Despite closings of the federal government and a record-breaking snowstorm this week, federal workers such as Campbell clocked in by teleworking.
For Campbell, a senior adviser for telework at the U.S. Patent and Trademark Office, working one to two days a week from her home office is just like working at her agency's Alexandria office. Except it's better.
"I have a tendency to work a little bit longer because I don't have that long commute in the morning and evening," she said.
To her, the past few snow days have been "wonderful." Tuesday night, she even had enough energy to cook a big family dinner, a luxury she's often too exhausted to enjoy when she commutes.
More and more federal agencies are warming to the idea. About 103,000 -- or almost 9 percent -- of eligible federal employees telecommuted in 2008, which was an improvement from the year before, according to a recent study by the Office of Personnel Management. The OPM, along with other agencies such as the General Services Administration, guides the government in implementing telework programs.
Each day it's closed, the federal government loses $100 million in productivity and untapped business opportunities. Teleworking is a way to cut down on those losses, said Chuck Wilsker, president and chief executive of the Telework Coalition, a nonprofit teleworking advocacy group.
Wilsker said business owners should ask themselves: "If something happens where I can't get to work, like a lot of snow, do I have some other way for my business to carry on?"
It takes Brian Bard three hours to get to work, and that's on a good day. As a quadriplegic, his commute can be the most physically draining part of his day. "It's not as easy as just whipping open a door and sitting down." Bard must use a wheelchair lift to get into his van, which he says gives him ample time to "experience the elements," and then he needs to lock his chair to the floor.
After driving from his home in Owings, in Calvert County, to the city, Bard parks and then takes a government-provided shuttle to the downtown office of the Rehabilitation Services Administration, where he works as a management and program analyst.
For Bard, teleworking is "empowering." He manages telework grants for people with disabilities and said he doesn't want people from across the country to look at federal employees as "just wimps" because they had days off.

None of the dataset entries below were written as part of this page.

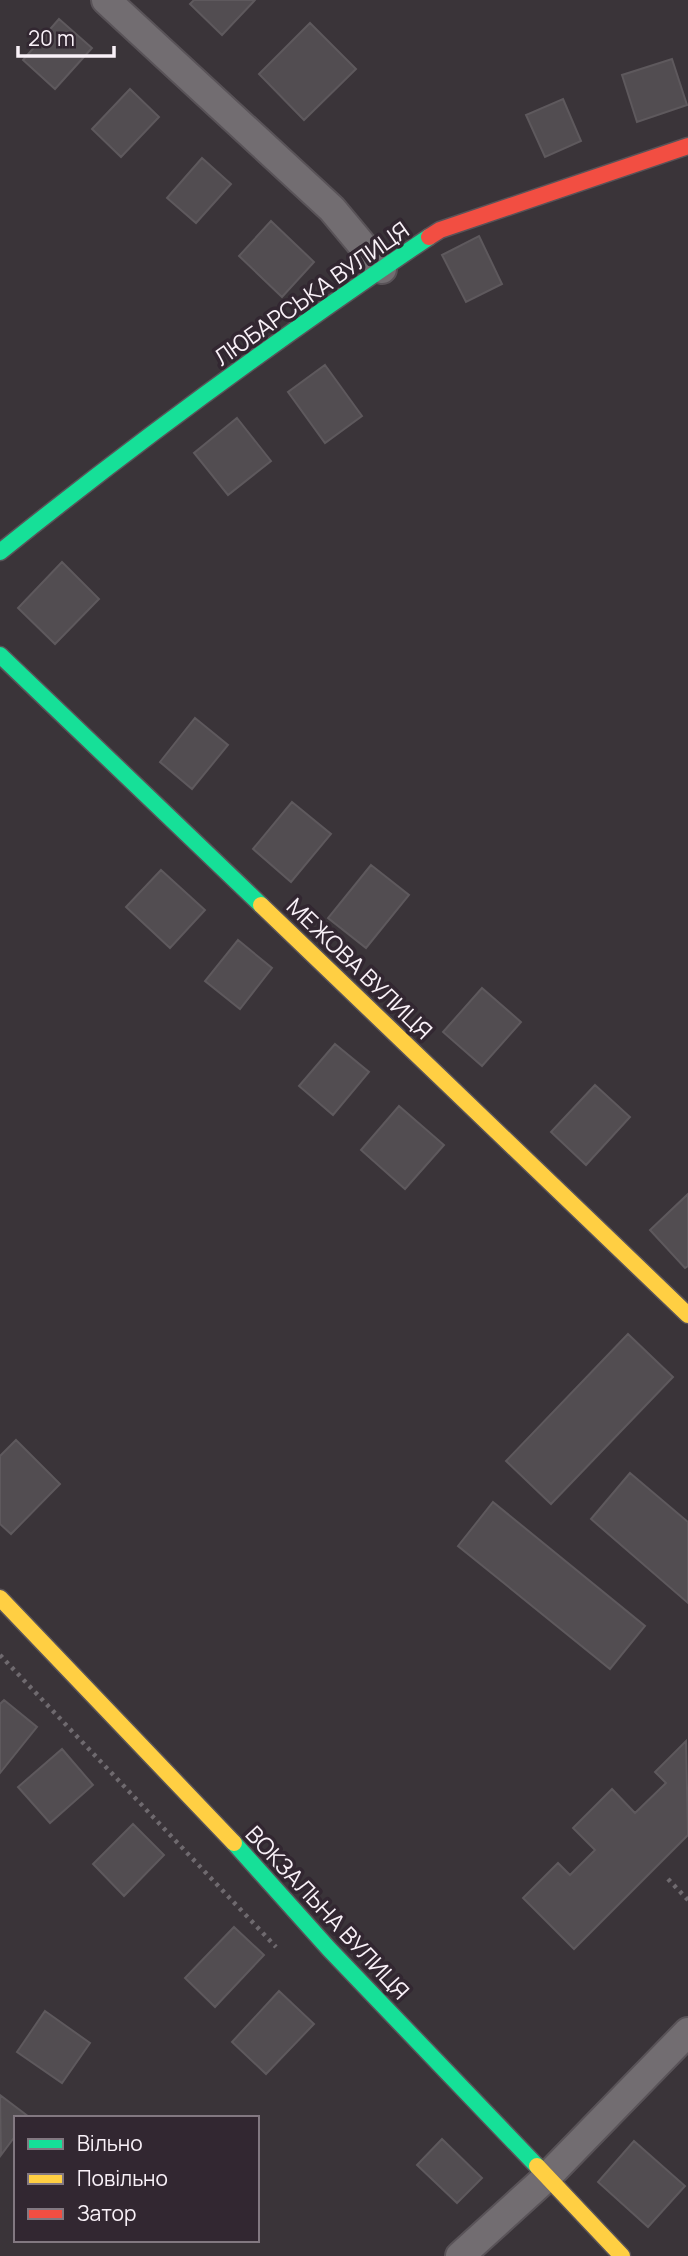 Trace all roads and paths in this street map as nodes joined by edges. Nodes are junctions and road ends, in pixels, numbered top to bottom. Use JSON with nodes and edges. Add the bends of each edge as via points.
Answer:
{"nodes":[{"id":1,"x":106,"y":0,"type":"edge"},
{"id":2,"x":688,"y":146,"type":"edge"},
{"id":3,"x":382,"y":269,"type":"junction"},
{"id":4,"x":0,"y":552,"type":"edge"},
{"id":5,"x":0,"y":655,"type":"edge"},
{"id":6,"x":688,"y":1315,"type":"edge"},
{"id":7,"x":0,"y":1598,"type":"edge"},
{"id":8,"x":668,"y":1879,"type":"dead end"},
{"id":9,"x":688,"y":1900,"type":"edge"},
{"id":10,"x":688,"y":2032,"type":"edge"},
{"id":11,"x":547,"y":2177,"type":"junction"},
{"id":12,"x":460,"y":2256,"type":"edge"},
{"id":13,"x":622,"y":2256,"type":"edge"}],
"edges":[{"from":1,"to":3,"type":"street","via":[[332,209]]},
{"from":2,"to":3,"type":"street","name":"ЛЮБАРСЬКА ВУЛИЦЯ","via":[[440,230]]},
{"from":3,"to":4,"type":"street","name":"ЛЮБАРСЬКА ВУЛИЦЯ","via":[[83,486]]},
{"from":5,"to":6,"type":"street","name":"МЕЖОВА ВУЛИЦЯ"},
{"from":7,"to":11,"type":"street","name":"ВОКЗАЛЬНА ВУЛИЦЯ"},
{"from":8,"to":9,"type":"path"},
{"from":10,"to":11,"type":"street"},
{"from":11,"to":12,"type":"street"},
{"from":11,"to":13,"type":"street","name":"ВОКЗАЛЬНА ВУЛИЦЯ"}]} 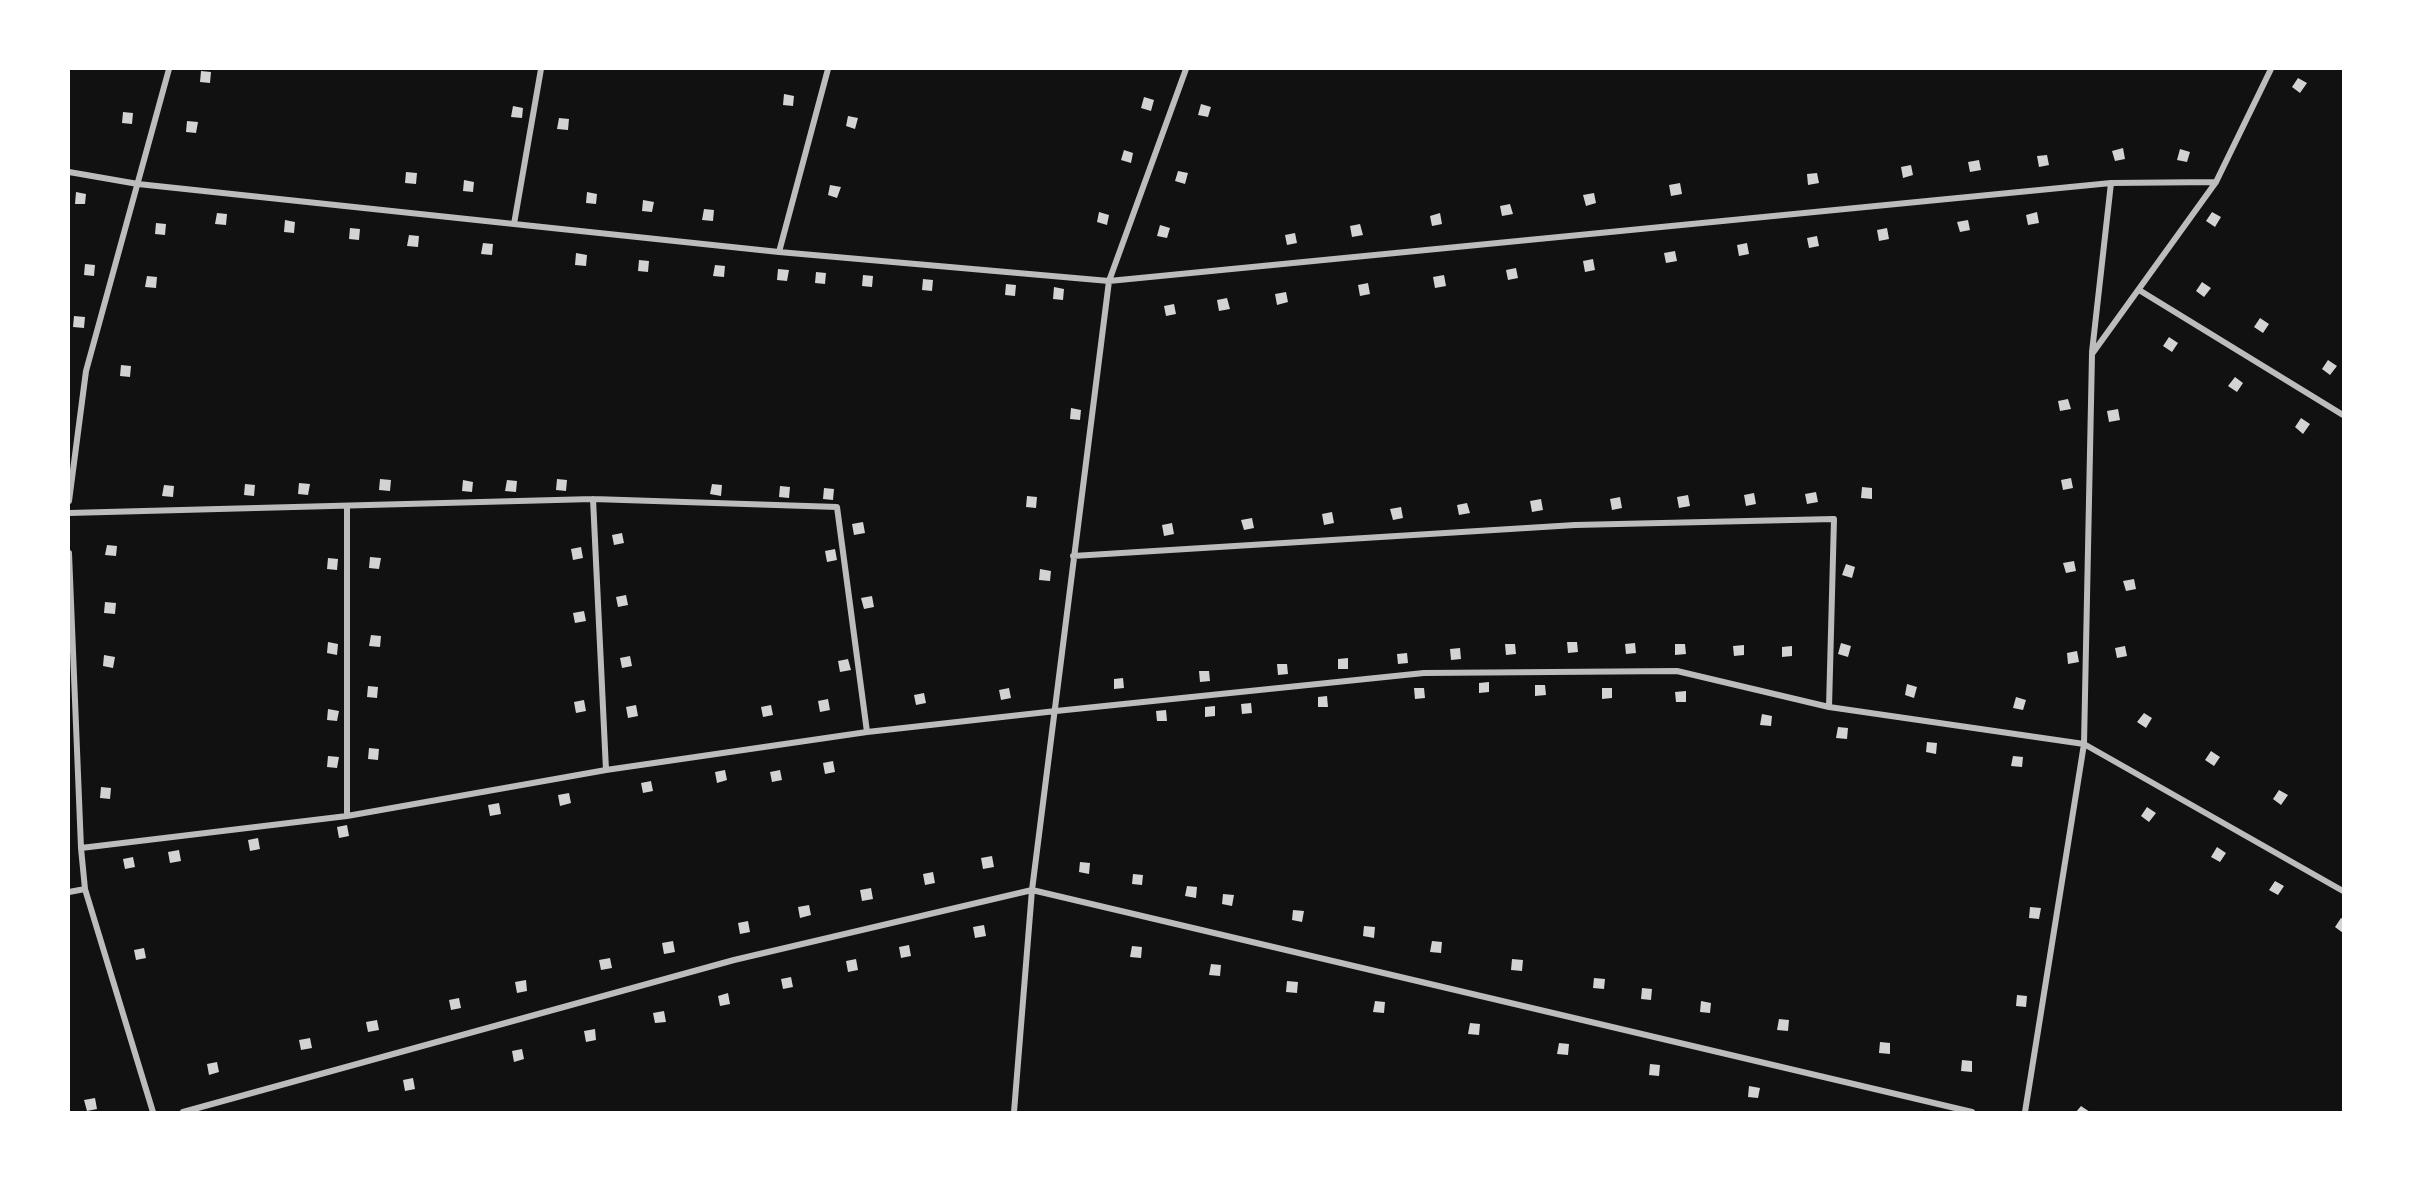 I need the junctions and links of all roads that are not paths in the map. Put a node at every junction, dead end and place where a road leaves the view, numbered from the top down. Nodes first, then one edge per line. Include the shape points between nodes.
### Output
1 (169, 69) edge
2 (541, 69) edge
3 (828, 69) edge
4 (1186, 69) edge
5 (2271, 69) edge
6 (69, 172) edge
7 (2216, 182) junction
8 (2111, 183) junction
9 (138, 184) junction
10 (514, 224) junction
11 (779, 252) junction
12 (1109, 281) junction
13 (2139, 290) junction
14 (2092, 354) junction
15 (2343, 415) edge
16 (70, 478) edge
17 (593, 499) junction
18 (69, 501) edge
19 (347, 507) junction
20 (69, 513) edge
21 (69, 553) edge
22 (1073, 556) junction
23 (1828, 707) junction
24 (1056, 711) junction
25 (867, 732) junction
26 (2084, 744) junction
27 (606, 770) junction
28 (347, 816) junction
29 (81, 848) junction
30 (85, 890) junction
31 (1032, 890) junction
32 (2343, 891) edge
33 (69, 892) edge
34 (153, 1112) edge
35 (183, 1112) edge
36 (1014, 1112) edge
37 (1972, 1112) edge
38 (2025, 1112) edge

1 - 9 street
2 - 10 street
3 - 11 street
4 - 12 street
5 - 7 street
6 - 9 street
7 - 8 street
7 - 13 street
8 - 12 street
8 - 14 street
9 - 10 street
9 - 16 street via 86,371
10 - 11 street
11 - 12 street
12 - 22 street
13 - 14 street
13 - 15 street
14 - 26 street
16 - 18 street
17 - 19 street
17 - 25 street via 837,507
17 - 27 street
19 - 20 street
19 - 28 street
21 - 29 street
22 - 23 street via 1575,525 1834,519
22 - 24 street
23 - 24 street via 1665,671 1424,674
23 - 26 street
24 - 25 street
24 - 31 street
25 - 27 street
26 - 32 street
26 - 38 street
27 - 28 street
28 - 29 street
29 - 30 street
30 - 33 street
30 - 34 street
31 - 35 street via 734,960
31 - 36 street
31 - 37 street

He said he hopes that federal workers will instead opt to telework as a way to offset the closings.
"It's a nice way to put a dent in that $100 million figure we keep hearing about," he said.
But Bard and other advocates acknowledge that not all supervisors have embraced telework.
Issues such as security and managers' pessimism about productivity at home have made it difficult for some workers to telework.
"If you get it, don't abuse it," Bard said. "It's not a right; it's a privilege."